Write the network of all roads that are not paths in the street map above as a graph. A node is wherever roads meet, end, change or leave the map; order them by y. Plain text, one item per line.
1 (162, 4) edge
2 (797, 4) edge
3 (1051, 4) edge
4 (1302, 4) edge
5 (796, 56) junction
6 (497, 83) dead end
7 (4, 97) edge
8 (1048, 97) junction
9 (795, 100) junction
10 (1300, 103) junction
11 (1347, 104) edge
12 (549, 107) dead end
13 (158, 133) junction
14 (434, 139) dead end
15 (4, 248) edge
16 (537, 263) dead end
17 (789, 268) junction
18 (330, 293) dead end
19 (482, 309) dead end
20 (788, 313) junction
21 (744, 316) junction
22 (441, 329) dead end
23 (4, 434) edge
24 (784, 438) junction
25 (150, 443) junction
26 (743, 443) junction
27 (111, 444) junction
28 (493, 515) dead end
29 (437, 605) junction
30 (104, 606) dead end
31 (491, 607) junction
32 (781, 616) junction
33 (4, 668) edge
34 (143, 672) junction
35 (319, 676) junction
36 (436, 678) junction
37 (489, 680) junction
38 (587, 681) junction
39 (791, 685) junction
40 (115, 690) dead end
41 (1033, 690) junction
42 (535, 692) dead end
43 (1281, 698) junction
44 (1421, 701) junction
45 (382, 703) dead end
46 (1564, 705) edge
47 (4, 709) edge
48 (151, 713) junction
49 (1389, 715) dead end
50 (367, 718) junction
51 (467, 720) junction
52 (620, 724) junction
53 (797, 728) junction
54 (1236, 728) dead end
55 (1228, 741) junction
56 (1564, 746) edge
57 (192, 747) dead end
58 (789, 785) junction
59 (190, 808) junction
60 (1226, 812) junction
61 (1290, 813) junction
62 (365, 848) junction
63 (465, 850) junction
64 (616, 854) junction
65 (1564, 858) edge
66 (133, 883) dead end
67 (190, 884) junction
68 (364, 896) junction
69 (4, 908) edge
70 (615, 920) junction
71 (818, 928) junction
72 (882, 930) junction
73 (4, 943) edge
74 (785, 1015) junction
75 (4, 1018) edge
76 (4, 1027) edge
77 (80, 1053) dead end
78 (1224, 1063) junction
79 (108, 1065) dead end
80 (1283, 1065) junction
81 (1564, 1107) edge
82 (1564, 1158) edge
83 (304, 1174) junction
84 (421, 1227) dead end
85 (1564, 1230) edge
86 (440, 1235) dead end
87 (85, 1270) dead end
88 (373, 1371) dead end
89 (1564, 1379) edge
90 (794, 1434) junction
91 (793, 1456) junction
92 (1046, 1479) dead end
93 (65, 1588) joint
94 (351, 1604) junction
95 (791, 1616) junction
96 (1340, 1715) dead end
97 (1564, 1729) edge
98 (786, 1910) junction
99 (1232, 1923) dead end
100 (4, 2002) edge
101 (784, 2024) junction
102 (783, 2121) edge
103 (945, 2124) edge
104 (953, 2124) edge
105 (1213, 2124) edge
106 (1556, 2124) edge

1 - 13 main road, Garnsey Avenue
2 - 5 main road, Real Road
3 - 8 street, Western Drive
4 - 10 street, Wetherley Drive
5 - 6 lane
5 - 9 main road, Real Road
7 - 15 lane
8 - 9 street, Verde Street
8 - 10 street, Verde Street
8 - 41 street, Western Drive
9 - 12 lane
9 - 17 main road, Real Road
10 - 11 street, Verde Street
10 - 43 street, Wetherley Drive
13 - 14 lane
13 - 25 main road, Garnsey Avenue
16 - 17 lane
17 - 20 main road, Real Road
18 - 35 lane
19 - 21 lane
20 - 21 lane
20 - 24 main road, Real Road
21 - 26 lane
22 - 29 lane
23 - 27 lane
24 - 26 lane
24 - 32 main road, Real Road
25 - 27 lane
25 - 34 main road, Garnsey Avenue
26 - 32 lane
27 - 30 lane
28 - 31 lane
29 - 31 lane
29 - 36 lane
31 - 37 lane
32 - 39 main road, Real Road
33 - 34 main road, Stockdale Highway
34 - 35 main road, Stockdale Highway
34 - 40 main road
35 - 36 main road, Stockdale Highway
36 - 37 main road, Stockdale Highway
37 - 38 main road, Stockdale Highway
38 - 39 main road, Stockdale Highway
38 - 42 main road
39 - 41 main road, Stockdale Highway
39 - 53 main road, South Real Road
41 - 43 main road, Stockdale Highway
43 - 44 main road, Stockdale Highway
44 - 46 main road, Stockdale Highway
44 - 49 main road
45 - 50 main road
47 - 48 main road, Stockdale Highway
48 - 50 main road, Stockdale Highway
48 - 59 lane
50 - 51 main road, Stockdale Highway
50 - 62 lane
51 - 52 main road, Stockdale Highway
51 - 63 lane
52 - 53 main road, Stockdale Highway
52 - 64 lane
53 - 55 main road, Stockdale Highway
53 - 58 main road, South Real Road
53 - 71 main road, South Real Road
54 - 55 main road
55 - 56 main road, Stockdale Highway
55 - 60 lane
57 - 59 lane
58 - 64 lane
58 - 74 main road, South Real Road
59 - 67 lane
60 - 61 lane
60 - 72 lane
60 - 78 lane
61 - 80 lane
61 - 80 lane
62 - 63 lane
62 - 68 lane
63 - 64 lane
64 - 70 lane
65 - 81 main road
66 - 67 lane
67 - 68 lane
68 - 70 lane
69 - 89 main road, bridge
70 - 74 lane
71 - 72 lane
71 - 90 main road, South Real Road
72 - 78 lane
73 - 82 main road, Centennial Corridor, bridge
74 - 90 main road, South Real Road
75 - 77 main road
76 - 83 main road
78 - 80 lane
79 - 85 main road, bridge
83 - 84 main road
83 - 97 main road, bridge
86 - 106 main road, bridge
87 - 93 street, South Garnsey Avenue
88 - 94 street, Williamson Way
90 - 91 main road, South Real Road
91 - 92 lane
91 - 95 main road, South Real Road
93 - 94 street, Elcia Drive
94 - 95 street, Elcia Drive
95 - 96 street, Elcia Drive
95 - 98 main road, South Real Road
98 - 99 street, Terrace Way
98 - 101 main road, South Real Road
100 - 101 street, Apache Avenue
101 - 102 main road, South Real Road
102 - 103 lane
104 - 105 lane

------------------------------

### What is needed
Your reply should contain every entry, repeated exactly.

### Expected answer
Write the network of all roads that are not paths in the street map above as a graph. A node is wherever roads meet, end, change or leave the map; order them by y. Plain text, one item per line.
1 (162, 4) edge
2 (797, 4) edge
3 (1051, 4) edge
4 (1302, 4) edge
5 (796, 56) junction
6 (497, 83) dead end
7 (4, 97) edge
8 (1048, 97) junction
9 (795, 100) junction
10 (1300, 103) junction
11 (1347, 104) edge
12 (549, 107) dead end
13 (158, 133) junction
14 (434, 139) dead end
15 (4, 248) edge
16 (537, 263) dead end
17 (789, 268) junction
18 (330, 293) dead end
19 (482, 309) dead end
20 (788, 313) junction
21 (744, 316) junction
22 (441, 329) dead end
23 (4, 434) edge
24 (784, 438) junction
25 (150, 443) junction
26 (743, 443) junction
27 (111, 444) junction
28 (493, 515) dead end
29 (437, 605) junction
30 (104, 606) dead end
31 (491, 607) junction
32 (781, 616) junction
33 (4, 668) edge
34 (143, 672) junction
35 (319, 676) junction
36 (436, 678) junction
37 (489, 680) junction
38 (587, 681) junction
39 (791, 685) junction
40 (115, 690) dead end
41 (1033, 690) junction
42 (535, 692) dead end
43 (1281, 698) junction
44 (1421, 701) junction
45 (382, 703) dead end
46 (1564, 705) edge
47 (4, 709) edge
48 (151, 713) junction
49 (1389, 715) dead end
50 (367, 718) junction
51 (467, 720) junction
52 (620, 724) junction
53 (797, 728) junction
54 (1236, 728) dead end
55 (1228, 741) junction
56 (1564, 746) edge
57 (192, 747) dead end
58 (789, 785) junction
59 (190, 808) junction
60 (1226, 812) junction
61 (1290, 813) junction
62 (365, 848) junction
63 (465, 850) junction
64 (616, 854) junction
65 (1564, 858) edge
66 (133, 883) dead end
67 (190, 884) junction
68 (364, 896) junction
69 (4, 908) edge
70 (615, 920) junction
71 (818, 928) junction
72 (882, 930) junction
73 (4, 943) edge
74 (785, 1015) junction
75 (4, 1018) edge
76 (4, 1027) edge
77 (80, 1053) dead end
78 (1224, 1063) junction
79 (108, 1065) dead end
80 (1283, 1065) junction
81 (1564, 1107) edge
82 (1564, 1158) edge
83 (304, 1174) junction
84 (421, 1227) dead end
85 (1564, 1230) edge
86 (440, 1235) dead end
87 (85, 1270) dead end
88 (373, 1371) dead end
89 (1564, 1379) edge
90 (794, 1434) junction
91 (793, 1456) junction
92 (1046, 1479) dead end
93 (65, 1588) joint
94 (351, 1604) junction
95 (791, 1616) junction
96 (1340, 1715) dead end
97 (1564, 1729) edge
98 (786, 1910) junction
99 (1232, 1923) dead end
100 (4, 2002) edge
101 (784, 2024) junction
102 (783, 2121) edge
103 (945, 2124) edge
104 (953, 2124) edge
105 (1213, 2124) edge
106 (1556, 2124) edge

1 - 13 main road, Garnsey Avenue
2 - 5 main road, Real Road
3 - 8 street, Western Drive
4 - 10 street, Wetherley Drive
5 - 6 lane
5 - 9 main road, Real Road
7 - 15 lane
8 - 9 street, Verde Street
8 - 10 street, Verde Street
8 - 41 street, Western Drive
9 - 12 lane
9 - 17 main road, Real Road
10 - 11 street, Verde Street
10 - 43 street, Wetherley Drive
13 - 14 lane
13 - 25 main road, Garnsey Avenue
16 - 17 lane
17 - 20 main road, Real Road
18 - 35 lane
19 - 21 lane
20 - 21 lane
20 - 24 main road, Real Road
21 - 26 lane
22 - 29 lane
23 - 27 lane
24 - 26 lane
24 - 32 main road, Real Road
25 - 27 lane
25 - 34 main road, Garnsey Avenue
26 - 32 lane
27 - 30 lane
28 - 31 lane
29 - 31 lane
29 - 36 lane
31 - 37 lane
32 - 39 main road, Real Road
33 - 34 main road, Stockdale Highway
34 - 35 main road, Stockdale Highway
34 - 40 main road
35 - 36 main road, Stockdale Highway
36 - 37 main road, Stockdale Highway
37 - 38 main road, Stockdale Highway
38 - 39 main road, Stockdale Highway
38 - 42 main road
39 - 41 main road, Stockdale Highway
39 - 53 main road, South Real Road
41 - 43 main road, Stockdale Highway
43 - 44 main road, Stockdale Highway
44 - 46 main road, Stockdale Highway
44 - 49 main road
45 - 50 main road
47 - 48 main road, Stockdale Highway
48 - 50 main road, Stockdale Highway
48 - 59 lane
50 - 51 main road, Stockdale Highway
50 - 62 lane
51 - 52 main road, Stockdale Highway
51 - 63 lane
52 - 53 main road, Stockdale Highway
52 - 64 lane
53 - 55 main road, Stockdale Highway
53 - 58 main road, South Real Road
53 - 71 main road, South Real Road
54 - 55 main road
55 - 56 main road, Stockdale Highway
55 - 60 lane
57 - 59 lane
58 - 64 lane
58 - 74 main road, South Real Road
59 - 67 lane
60 - 61 lane
60 - 72 lane
60 - 78 lane
61 - 80 lane
61 - 80 lane
62 - 63 lane
62 - 68 lane
63 - 64 lane
64 - 70 lane
65 - 81 main road
66 - 67 lane
67 - 68 lane
68 - 70 lane
69 - 89 main road, bridge
70 - 74 lane
71 - 72 lane
71 - 90 main road, South Real Road
72 - 78 lane
73 - 82 main road, Centennial Corridor, bridge
74 - 90 main road, South Real Road
75 - 77 main road
76 - 83 main road
78 - 80 lane
79 - 85 main road, bridge
83 - 84 main road
83 - 97 main road, bridge
86 - 106 main road, bridge
87 - 93 street, South Garnsey Avenue
88 - 94 street, Williamson Way
90 - 91 main road, South Real Road
91 - 92 lane
91 - 95 main road, South Real Road
93 - 94 street, Elcia Drive
94 - 95 street, Elcia Drive
95 - 96 street, Elcia Drive
95 - 98 main road, South Real Road
98 - 99 street, Terrace Way
98 - 101 main road, South Real Road
100 - 101 street, Apache Avenue
101 - 102 main road, South Real Road
102 - 103 lane
104 - 105 lane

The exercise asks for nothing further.